• **TASK INSTRUCTIONS**: Retype each line below precisely and omit all images.

• **DATA**:
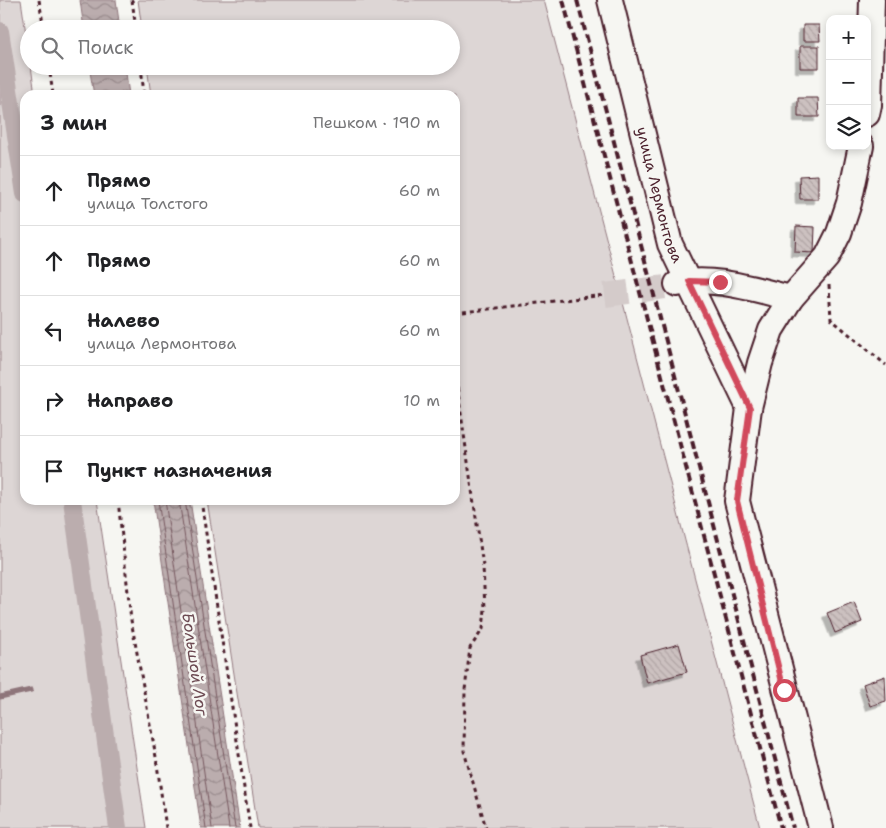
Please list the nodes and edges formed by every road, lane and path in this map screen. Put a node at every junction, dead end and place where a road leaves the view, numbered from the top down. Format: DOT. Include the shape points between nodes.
graph roads {
  1 [pos="39,0"];
  2 [pos="132,0"];
  3 [pos="610,0"];
  4 [pos="872,0"];
  5 [pos="42,20"];
  6 [pos="135,20"];
  7 [pos="51,75"];
  8 [pos="142,75"];
  9 [pos="53,90"];
  10 [pos="143,90"];
  11 [pos="869,105"];
  12 [pos="860,150"];
  13 [pos="827,257"];
  14 [pos="681,283"];
  15 [pos="605,295"];
  16 [pos="791,298"];
  17 [pos="460,312"];
  18 [pos="886,365"];
  19 [pos="460,407"];
  20 [pos="750,408"];
  21 [pos="119,505"];
  22 [pos="201,505"];
  23 [pos="166,828"];
  24 [pos="250,828"];
  25 [pos="486,828"];
  26 [pos="821,828"];
  1 -- 5 [label="path"];
  2 -- 6 [label="path"];
  3 -- 14 [label="street, улица Лермонтова"];
  4 -- 11 [label="street"];
  7 -- 9 [label="path"];
  8 -- 10 [label="path"];
  12 -- 13 [label="street" via="849,203"];
  13 -- 16 [label="street"];
  13 -- 18 [label="path" via="831,319"];
  14 -- 16 [label="street" via="720,282"];
  14 -- 20 [label="street, улица Лермонтова"];
  15 -- 17 [label="path"];
  16 -- 20 [label="street" via="771,330"];
  19 -- 25 [label="path" via="483,566 485,609 483,629 470,648 465,690 464,751"];
  20 -- 26 [label="street" via="737,501"];
  21 -- 23 [label="path" via="131,620"];
  22 -- 24 [label="path"];
}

• **ANSWER SPACE**:
Please list the nodes and edges formed by every road, lane and path in this map screen. Put a node at every junction, dead end and place where a road leaves the view, numbered from the top down. Format: DOT. Include the shape points between nodes.
graph roads {
  1 [pos="39,0"];
  2 [pos="132,0"];
  3 [pos="610,0"];
  4 [pos="872,0"];
  5 [pos="42,20"];
  6 [pos="135,20"];
  7 [pos="51,75"];
  8 [pos="142,75"];
  9 [pos="53,90"];
  10 [pos="143,90"];
  11 [pos="869,105"];
  12 [pos="860,150"];
  13 [pos="827,257"];
  14 [pos="681,283"];
  15 [pos="605,295"];
  16 [pos="791,298"];
  17 [pos="460,312"];
  18 [pos="886,365"];
  19 [pos="460,407"];
  20 [pos="750,408"];
  21 [pos="119,505"];
  22 [pos="201,505"];
  23 [pos="166,828"];
  24 [pos="250,828"];
  25 [pos="486,828"];
  26 [pos="821,828"];
  1 -- 5 [label="path"];
  2 -- 6 [label="path"];
  3 -- 14 [label="street, улица Лермонтова"];
  4 -- 11 [label="street"];
  7 -- 9 [label="path"];
  8 -- 10 [label="path"];
  12 -- 13 [label="street" via="849,203"];
  13 -- 16 [label="street"];
  13 -- 18 [label="path" via="831,319"];
  14 -- 16 [label="street" via="720,282"];
  14 -- 20 [label="street, улица Лермонтова"];
  15 -- 17 [label="path"];
  16 -- 20 [label="street" via="771,330"];
  19 -- 25 [label="path" via="483,566 485,609 483,629 470,648 465,690 464,751"];
  20 -- 26 [label="street" via="737,501"];
  21 -- 23 [label="path" via="131,620"];
  22 -- 24 [label="path"];
}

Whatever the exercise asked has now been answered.